Poi non comprendo il perché devono sempre esagerare, come se avessimo kWh a iosa in tutta l’UE, mi spiegate perché alla ruota c’è una coppia di 1000 Nm? Non potevano farcela con la metà? Anche un quarto andrebbe ancora bene, sarebbero 250 NM pari a 25,4 kgm per chi ama le vecchie unità di misura. Come paragone un 1,6 Diesel con 95 CV arriva a circa 22 kgm ma con 10 quintali in più di peso. Non solo ci vogliono far spendere degli € per rottamare i veicolo con il motore termico anche se ha ancora 10 anni di vita e oltre facendo pochi km, ma poi ci fanno consumare più di quel che dovremmo nelle accelerazioni.
Nei test le batterie DONUT sono state caricate a 11C con temperature fino a 250°C senza problemi e fornendo una ricarica >110%. Puoi fargli un taglio, forarla o schiacciarla e non si incendia, perdi solo una delle celle del pacco batteria.

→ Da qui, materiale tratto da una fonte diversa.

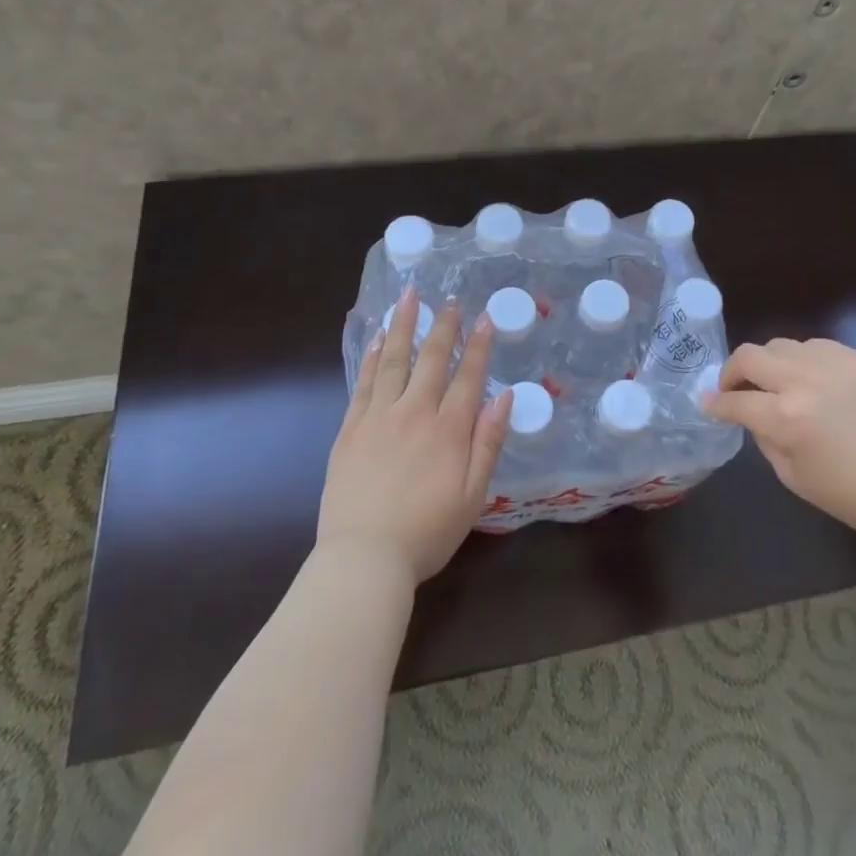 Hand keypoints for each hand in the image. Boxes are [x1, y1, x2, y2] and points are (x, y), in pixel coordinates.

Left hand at [317, 288, 514, 583]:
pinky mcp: (351, 429)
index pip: (468, 376)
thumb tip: (505, 396)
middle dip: (444, 326)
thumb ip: (489, 443)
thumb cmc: (427, 532)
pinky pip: (363, 383)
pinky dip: (371, 357)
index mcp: (449, 430)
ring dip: (403, 326)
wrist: (363, 559)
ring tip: (409, 297)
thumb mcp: (474, 495)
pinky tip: (377, 339)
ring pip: (394, 360)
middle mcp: (415, 413)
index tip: (483, 317)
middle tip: (451, 299)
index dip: (478, 345)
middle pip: (432, 360)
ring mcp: (379, 417)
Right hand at [704, 338, 855, 536]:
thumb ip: (763, 437)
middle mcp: (805, 382)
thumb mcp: (791, 476)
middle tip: (734, 387)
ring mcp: (834, 364)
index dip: (716, 403)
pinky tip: (811, 380)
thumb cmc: (848, 493)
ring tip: (776, 382)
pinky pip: (816, 346)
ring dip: (769, 363)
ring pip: (781, 345)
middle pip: (749, 356)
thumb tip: (749, 412)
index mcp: (786, 418)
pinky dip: (803, 360)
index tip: (708, 403)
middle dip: (732, 372)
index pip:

Questa è la batteria tanto attesa e in grado di far diventare matura la tecnologia delle EV, di sicuro troveranno il modo di migliorarla ancora e nasceranno, forse, alternative ancora più leggere e maggiore densità, ma tra un anno queste batterie faranno un passaggio naturale dalle moto alle auto
Immaginiamo ora di fare con le DONUT un pacco da 160~180 kWh per le quattro ruote, con un’autonomia di circa 1000 miglia ed una ricarica veloce 6C (non consentita alle attuali batterie al litio), le colonnine di ricarica dovrebbero avere queste caratteristiche:
⚡️~1.000–1.200 kW continui
🔌 600–1.000 A
🔋 1.000–2.000 V (preferibilmente 1.500–2.000 V)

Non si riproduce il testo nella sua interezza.